**Information given:**

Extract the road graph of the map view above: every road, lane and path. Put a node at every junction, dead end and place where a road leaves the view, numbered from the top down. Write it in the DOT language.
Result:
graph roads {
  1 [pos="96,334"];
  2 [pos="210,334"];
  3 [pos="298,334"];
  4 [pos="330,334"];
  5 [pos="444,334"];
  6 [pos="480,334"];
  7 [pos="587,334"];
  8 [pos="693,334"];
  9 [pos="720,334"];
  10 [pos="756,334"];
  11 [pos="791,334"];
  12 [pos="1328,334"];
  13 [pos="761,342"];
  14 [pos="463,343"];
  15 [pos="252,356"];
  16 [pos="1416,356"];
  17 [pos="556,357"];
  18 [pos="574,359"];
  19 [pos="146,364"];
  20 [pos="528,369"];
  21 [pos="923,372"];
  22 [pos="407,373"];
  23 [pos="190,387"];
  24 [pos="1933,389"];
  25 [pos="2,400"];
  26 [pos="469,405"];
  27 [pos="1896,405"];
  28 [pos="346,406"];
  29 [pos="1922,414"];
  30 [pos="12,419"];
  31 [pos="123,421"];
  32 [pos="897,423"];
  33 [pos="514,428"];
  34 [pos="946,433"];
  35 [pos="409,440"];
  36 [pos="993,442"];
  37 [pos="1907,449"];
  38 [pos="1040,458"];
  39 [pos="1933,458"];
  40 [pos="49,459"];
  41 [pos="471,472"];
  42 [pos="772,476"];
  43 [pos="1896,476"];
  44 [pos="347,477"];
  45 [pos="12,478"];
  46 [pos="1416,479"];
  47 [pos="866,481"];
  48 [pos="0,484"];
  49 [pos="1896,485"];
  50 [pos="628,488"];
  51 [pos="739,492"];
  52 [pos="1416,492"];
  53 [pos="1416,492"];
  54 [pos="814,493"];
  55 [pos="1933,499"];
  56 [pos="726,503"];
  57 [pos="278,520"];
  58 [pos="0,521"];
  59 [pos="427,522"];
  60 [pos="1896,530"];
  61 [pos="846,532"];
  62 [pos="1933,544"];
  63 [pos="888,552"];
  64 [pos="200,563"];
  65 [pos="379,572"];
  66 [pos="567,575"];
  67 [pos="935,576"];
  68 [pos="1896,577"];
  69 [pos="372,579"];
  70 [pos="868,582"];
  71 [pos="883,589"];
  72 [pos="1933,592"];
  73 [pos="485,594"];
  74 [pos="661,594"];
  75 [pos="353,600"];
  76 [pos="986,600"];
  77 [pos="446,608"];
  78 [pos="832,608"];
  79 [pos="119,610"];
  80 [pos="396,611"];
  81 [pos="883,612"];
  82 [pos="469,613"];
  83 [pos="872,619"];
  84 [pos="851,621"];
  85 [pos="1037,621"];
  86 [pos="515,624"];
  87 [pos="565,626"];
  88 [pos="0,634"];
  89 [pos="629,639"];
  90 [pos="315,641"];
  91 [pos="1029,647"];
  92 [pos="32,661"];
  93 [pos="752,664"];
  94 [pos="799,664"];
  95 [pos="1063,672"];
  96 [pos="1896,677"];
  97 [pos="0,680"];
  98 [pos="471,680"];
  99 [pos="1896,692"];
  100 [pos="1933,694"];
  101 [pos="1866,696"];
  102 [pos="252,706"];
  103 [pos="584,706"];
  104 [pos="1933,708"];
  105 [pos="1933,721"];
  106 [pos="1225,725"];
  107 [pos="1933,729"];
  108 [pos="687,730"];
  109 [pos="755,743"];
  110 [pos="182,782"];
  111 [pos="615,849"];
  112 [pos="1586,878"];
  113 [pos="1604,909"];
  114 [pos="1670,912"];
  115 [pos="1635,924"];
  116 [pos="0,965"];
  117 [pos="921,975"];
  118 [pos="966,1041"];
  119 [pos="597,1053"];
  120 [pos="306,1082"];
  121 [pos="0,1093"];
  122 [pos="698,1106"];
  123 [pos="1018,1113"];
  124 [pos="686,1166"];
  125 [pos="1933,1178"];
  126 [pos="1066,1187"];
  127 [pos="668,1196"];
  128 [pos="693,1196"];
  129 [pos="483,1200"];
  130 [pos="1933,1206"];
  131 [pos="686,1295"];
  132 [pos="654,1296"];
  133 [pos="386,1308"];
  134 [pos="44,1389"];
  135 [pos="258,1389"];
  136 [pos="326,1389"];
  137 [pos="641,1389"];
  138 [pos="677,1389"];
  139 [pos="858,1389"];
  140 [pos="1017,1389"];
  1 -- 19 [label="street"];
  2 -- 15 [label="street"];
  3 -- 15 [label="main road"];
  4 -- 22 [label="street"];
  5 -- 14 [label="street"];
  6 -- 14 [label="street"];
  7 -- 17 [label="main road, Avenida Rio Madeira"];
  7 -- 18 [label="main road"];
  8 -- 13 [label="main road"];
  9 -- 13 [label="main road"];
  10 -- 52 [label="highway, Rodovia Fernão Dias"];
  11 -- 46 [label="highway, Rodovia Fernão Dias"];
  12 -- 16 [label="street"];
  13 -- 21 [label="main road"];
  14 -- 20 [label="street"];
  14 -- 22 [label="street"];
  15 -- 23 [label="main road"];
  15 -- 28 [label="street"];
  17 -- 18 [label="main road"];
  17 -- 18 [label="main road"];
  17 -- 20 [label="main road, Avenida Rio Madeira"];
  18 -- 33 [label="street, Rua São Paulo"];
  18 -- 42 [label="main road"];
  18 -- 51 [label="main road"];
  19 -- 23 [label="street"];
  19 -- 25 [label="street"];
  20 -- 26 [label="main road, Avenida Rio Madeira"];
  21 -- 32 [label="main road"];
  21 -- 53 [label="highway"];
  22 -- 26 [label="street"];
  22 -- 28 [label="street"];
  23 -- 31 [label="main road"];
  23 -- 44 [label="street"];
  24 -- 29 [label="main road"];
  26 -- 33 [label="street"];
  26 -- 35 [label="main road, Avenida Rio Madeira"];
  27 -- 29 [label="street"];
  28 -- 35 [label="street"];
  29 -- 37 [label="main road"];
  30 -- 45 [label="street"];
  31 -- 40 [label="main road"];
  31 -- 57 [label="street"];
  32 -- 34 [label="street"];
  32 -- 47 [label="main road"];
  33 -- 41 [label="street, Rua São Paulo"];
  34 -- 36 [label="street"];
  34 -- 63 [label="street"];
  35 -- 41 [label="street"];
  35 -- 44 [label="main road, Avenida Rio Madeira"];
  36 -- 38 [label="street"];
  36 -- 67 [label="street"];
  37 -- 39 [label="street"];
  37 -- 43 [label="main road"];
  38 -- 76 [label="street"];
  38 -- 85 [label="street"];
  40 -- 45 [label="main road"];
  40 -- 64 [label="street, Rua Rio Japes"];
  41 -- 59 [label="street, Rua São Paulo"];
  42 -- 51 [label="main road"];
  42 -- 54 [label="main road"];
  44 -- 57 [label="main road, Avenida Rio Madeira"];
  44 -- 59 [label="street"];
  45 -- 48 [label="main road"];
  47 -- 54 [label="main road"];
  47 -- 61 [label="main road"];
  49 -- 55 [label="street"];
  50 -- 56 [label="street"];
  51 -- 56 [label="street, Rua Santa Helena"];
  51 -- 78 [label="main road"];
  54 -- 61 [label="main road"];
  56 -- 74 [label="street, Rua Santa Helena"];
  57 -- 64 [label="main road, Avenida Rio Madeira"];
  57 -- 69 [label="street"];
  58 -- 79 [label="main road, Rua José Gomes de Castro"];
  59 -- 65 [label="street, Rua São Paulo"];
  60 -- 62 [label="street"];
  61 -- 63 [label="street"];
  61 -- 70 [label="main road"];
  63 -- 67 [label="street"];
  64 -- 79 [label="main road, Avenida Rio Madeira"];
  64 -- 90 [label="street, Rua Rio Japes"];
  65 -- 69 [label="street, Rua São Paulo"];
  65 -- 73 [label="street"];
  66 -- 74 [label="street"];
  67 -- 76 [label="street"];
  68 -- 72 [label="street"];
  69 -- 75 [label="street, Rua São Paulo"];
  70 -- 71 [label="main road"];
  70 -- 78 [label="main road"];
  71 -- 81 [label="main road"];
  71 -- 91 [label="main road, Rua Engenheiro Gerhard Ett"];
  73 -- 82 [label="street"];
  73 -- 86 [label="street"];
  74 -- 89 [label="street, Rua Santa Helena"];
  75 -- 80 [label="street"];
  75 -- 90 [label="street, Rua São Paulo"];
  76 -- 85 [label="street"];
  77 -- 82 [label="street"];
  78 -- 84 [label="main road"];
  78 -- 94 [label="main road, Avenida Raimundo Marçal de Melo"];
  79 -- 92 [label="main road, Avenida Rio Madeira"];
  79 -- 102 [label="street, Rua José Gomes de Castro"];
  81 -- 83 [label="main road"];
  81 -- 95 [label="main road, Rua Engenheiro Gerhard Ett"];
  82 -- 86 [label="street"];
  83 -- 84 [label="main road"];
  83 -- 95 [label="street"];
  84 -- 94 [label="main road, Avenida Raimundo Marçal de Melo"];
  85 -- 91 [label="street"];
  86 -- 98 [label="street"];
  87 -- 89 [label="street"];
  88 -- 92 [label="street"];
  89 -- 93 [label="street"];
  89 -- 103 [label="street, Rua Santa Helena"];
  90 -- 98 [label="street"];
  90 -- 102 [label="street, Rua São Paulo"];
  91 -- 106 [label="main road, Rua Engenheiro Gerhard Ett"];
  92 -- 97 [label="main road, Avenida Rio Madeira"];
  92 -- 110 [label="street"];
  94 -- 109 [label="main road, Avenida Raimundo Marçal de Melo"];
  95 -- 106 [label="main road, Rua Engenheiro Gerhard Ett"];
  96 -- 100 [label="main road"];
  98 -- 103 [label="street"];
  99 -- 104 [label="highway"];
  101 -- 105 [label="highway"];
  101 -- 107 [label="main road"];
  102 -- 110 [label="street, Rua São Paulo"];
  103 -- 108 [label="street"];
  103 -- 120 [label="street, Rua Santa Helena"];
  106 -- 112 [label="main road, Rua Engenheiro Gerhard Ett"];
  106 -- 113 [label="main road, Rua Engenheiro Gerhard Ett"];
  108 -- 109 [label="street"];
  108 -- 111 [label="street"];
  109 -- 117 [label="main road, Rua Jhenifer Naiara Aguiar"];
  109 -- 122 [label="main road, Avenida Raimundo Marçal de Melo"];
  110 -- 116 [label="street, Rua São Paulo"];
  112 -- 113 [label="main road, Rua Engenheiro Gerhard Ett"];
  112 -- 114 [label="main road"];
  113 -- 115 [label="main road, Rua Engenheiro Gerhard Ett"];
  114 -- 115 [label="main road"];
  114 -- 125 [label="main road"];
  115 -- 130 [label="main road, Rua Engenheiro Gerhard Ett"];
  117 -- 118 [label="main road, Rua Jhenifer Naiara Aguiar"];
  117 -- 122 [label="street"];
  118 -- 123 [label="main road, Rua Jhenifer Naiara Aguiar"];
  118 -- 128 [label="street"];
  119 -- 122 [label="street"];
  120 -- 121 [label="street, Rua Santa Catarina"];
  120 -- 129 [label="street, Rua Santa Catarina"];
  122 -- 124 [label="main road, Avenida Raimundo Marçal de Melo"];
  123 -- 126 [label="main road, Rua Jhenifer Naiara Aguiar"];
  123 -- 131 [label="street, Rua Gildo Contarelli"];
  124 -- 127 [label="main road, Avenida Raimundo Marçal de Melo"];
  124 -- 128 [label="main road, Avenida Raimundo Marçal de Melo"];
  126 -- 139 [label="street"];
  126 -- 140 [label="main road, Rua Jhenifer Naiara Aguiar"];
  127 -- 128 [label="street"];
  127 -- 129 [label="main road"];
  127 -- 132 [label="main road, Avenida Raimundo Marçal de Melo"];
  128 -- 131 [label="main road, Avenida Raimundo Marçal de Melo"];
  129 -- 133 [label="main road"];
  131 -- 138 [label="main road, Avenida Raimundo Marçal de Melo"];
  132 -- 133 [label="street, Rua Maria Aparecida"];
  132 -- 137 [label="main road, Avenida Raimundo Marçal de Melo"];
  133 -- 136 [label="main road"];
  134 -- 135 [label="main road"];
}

**Problem description:** Every line that includes "Fernão" must be copied from the material above.

**Task response:**
  10 -- 52 [label="highway, Rodovia Fernão Dias"];
  11 -- 46 [label="highway, Rodovia Fernão Dias"];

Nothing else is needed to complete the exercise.